Could Crog or Hillary or somebody please explain to me why George Washington (the movie) is supposedly so great?
We watched it this weekend. Allyn absolutely hated it. I'm a bit more conflicted. Some of it was beautiful, and deeply affecting. Much of it, however, was arbitrary, unrealistic, and (I know
some of you dislike this word) pretentious. The death scene was well done, the children were generally good actors, and many of the scenes between the children and the black girl and her sister felt natural and unforced. Green does have an eye for wonderful landscapes, and his soundtrack selections are inspired and excellently utilized. Some of the humor worked, but having unnecessary (albeit funny) shots, set to goofy music, of a shirtless guy driving a dirtbike around town, so soon after the disturbing and realistic death of a twelve-year-old, is a bit off-putting.

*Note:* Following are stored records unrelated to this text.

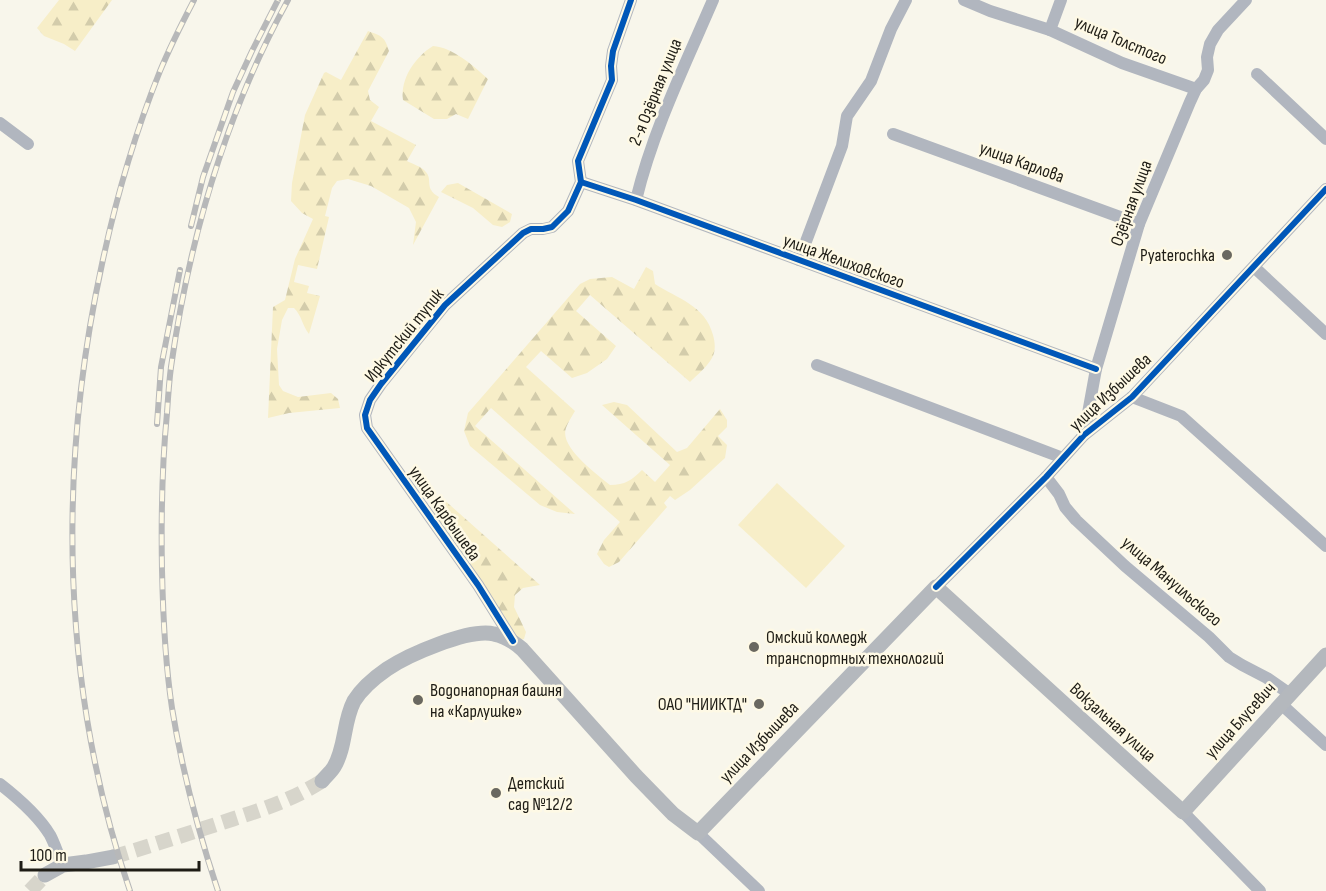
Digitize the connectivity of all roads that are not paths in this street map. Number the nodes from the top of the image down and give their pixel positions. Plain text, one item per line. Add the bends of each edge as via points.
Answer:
1 (631, 0) edge
2 (713, 0) edge
3 (906, 0) edge
4 (964, 0) edge
5 (1061, 0) edge
6 (1246, 0) edge
7 (1050, 30) junction
8 (1257, 74) dead end
9 (1196, 89) junction
10 (0, 123) edge
11 (893, 134) dead end
12 (1326, 139) edge
13 (28, 144) dead end
14 (581, 182) junction
15 (1326, 189) edge
16 (636, 200) junction
17 (1139, 224) junction
18 (799, 261) junction
19 (1254, 267) junction
20 (1326, 334) edge
21 (817, 365) dead end
22 (1096, 369) junction
23 (1132, 397) junction
24 (370, 400) joint
25 (1084, 435) junction
26 (1063, 458) junction
27 (1046, 477) junction
28 (1326, 546) edge
29 (936, 587) junction
30 (513, 641) junction
31 (1326, 655) edge
32 (1285, 699) junction
33 (1326, 745) edge
34 (322, 781) tunnel mouth
35 (0, 784) edge
36 (1183, 812) junction
37 (698, 833) junction
38 (113, 856) tunnel mouth
39 (63, 865) junction
40 (45, 874) tunnel mouth
41 (759, 891) edge
42 (1260, 891) edge

1 - 14 street, Иркутский тупик via 613,51 612,80 578,161
2 - 16 street, 2-я Озёрная улица via 644,166
3 - 18 street via 871,81 847,116 842,146
4 - 7 street, улица Толстого
5 - 7 street
6 - 9 street, Озёрная улица via 1210,44 1208,70
7 - 9 street, улица Толстого via 1122,63
8 - 12 street
9 - 17 street, Озёрная улица
10 - 13 street
11 - 17 street, улица Карлова
14 - 16 street, улица Желиховского
14 - 24 street, Иркутский тупик via 568,211 552,226 523,233 445,305
15 - 19 street, улица Избышева
16 - 18 street, улица Желиховского
17 - 22 street, Озёрная улица
18 - 22 street, улица Желиховского
19 - 20 street
19 - 23 street, улица Избышева
21 - 26 street
22 - 25 street, Озёрная улица
23 - 25 street, улица Избышева
23 - 28 street via 1181,416
24 - 30 street, улица Карбышева via 365,415 367,428
25 - 26 street, улица Избышева
26 - 27 street, улица Избышева
27 - 29 street, улица Избышева
27 - 32 street, улица Мануильского via 1076,520 1125,566 1229,657 1267,678
29 - 36 main road, Вокзальная улица
29 - 37 main road, улица Избышева
30 - 34 main road via 493,633 471,634 388,669 365,687 354,702 334,767
30 - 37 main road, улица Карбышева via 636,776
31 - 32 main road, улица Блусевич
32 - 33 street, улица Мануильского
32 - 36 main road, улица Блусевич
35 - 39 street via 38,819
36 - 42 street, Вокзальная улица
37 - 41 street, улица Карбышева
38 - 39 main road
39 - 40 main road

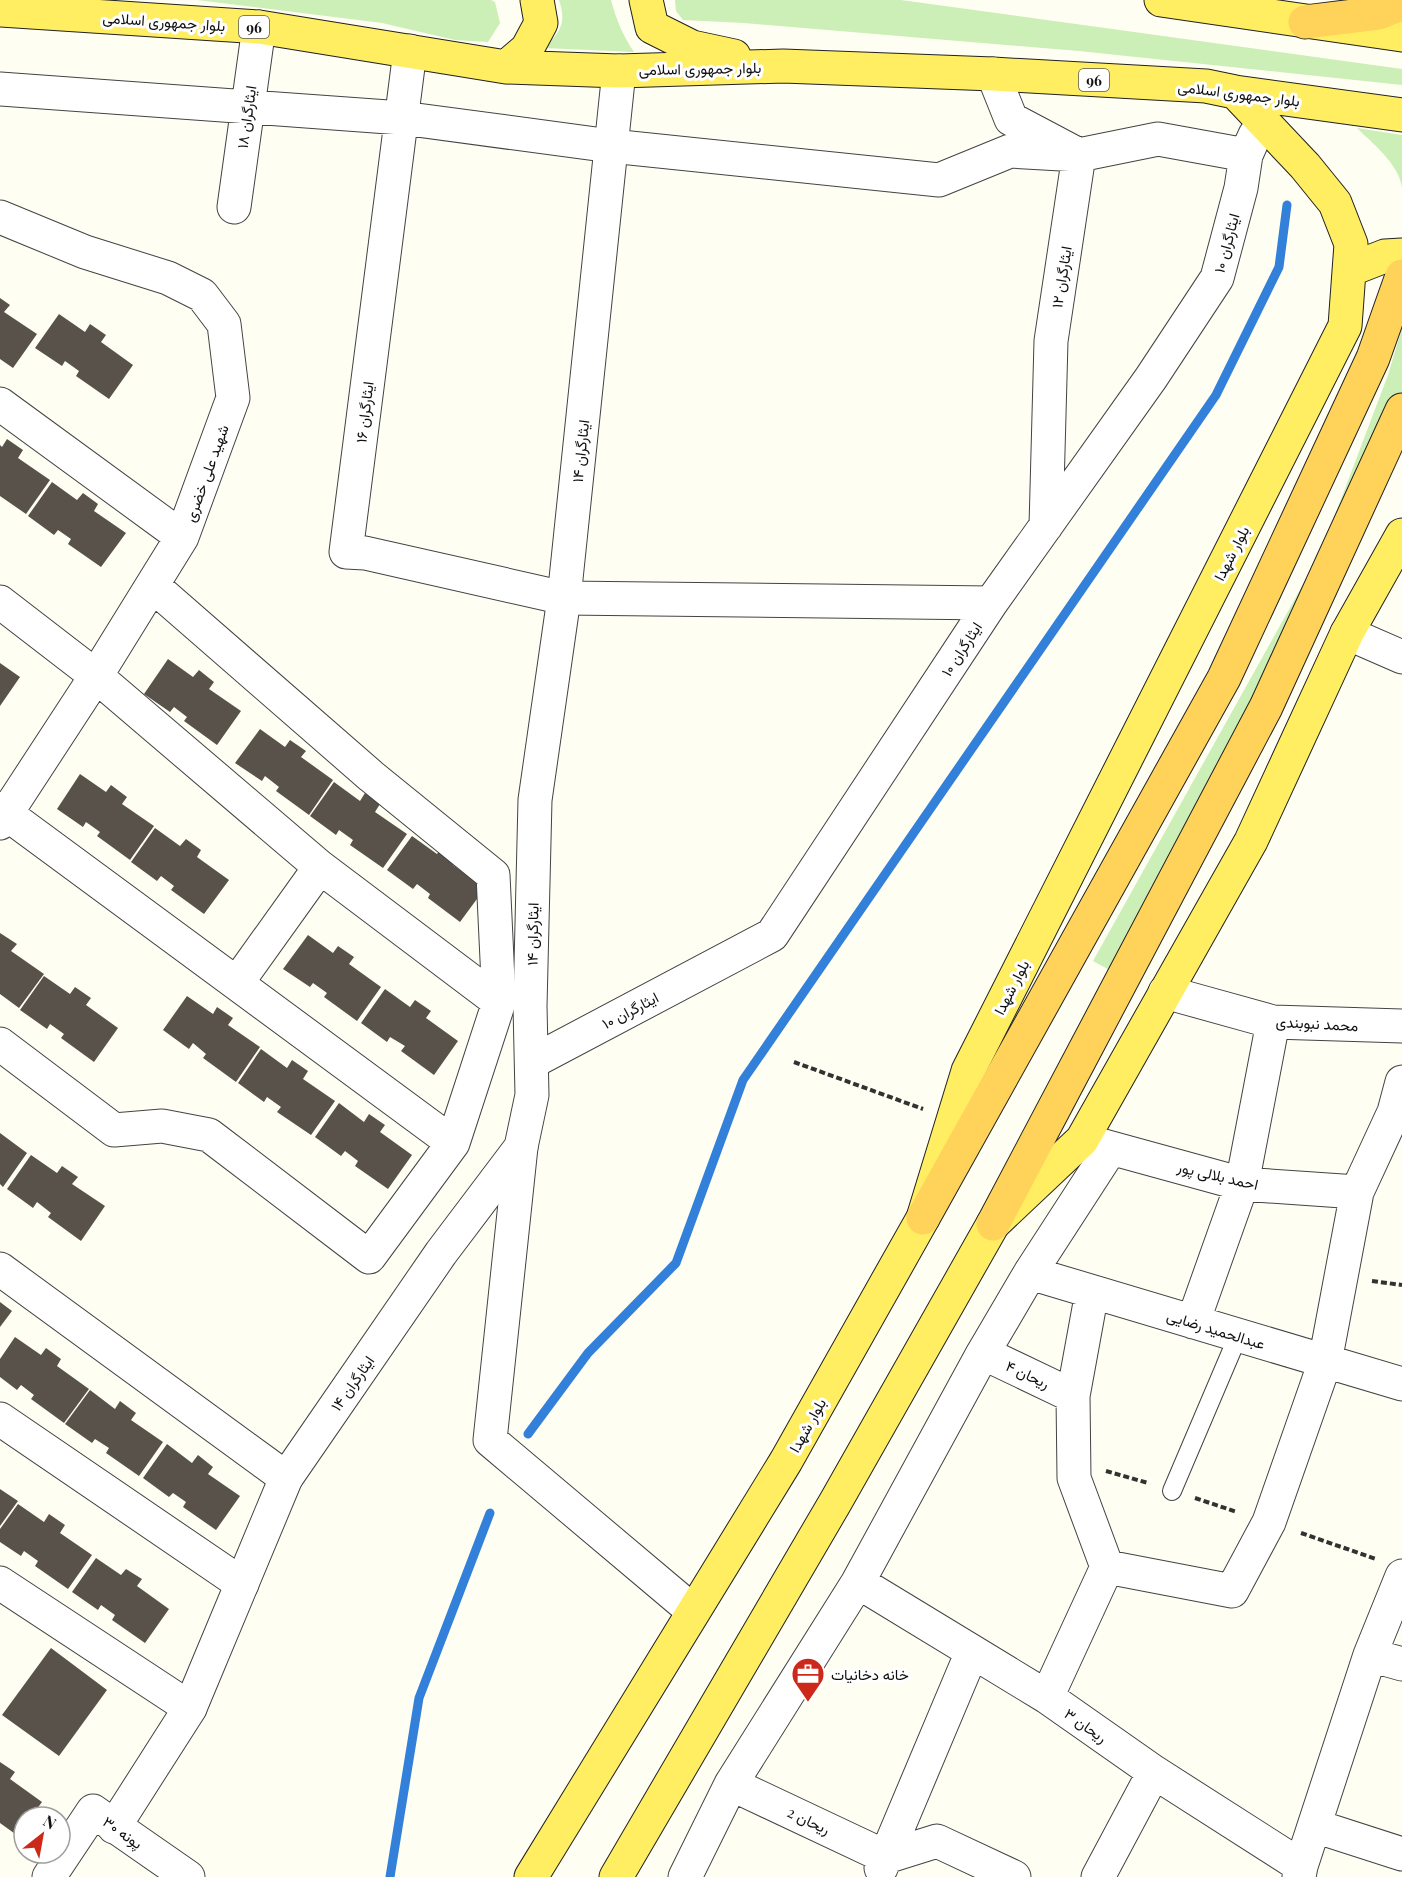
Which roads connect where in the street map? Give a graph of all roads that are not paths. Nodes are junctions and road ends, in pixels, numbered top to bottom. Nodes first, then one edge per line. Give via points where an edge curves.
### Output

At some points I couldn't tell if a scene was supposed to be serious or not. If the scene where Damascus tells George why he hates dogs is supposed to be serious, it's a failure because it's completely ridiculous; if it's supposed to be funny, it's a failure because it's too cynical, condescending, and (simply) unfunny. The annoying voice-over is a bad art-school / indie-film cliche, and George's costume is an overly quirky contrivance. Allyn was most offended by the insistent ugliness of the characters' surroundings, and by the arrogance and condescension she perceived in the (white, affluent, intellectual) film-maker's attitude towards his subjects and their environment. Allyn grew up in a small Southern town, she had friends and classmates who lived in poverty, and she felt that the desolation and squalor of
George Washington is overexaggerated and unrealistic. Of course Dalton is propped up by a relatively stable industry, and is a far cry from the towns devastated by the closures of textile mills and the hits the tobacco industry have taken. Still, I do believe that, for a person raised in the upper middle class to create a realistic and believable depiction of modern poverty and dying-town desperation, a wisdom and maturity well beyond the grasp of David Gordon Green's then-25 years of age is requred. Compared to
All the Real Girls, which felt almost effortless,
George Washington is severely disappointing.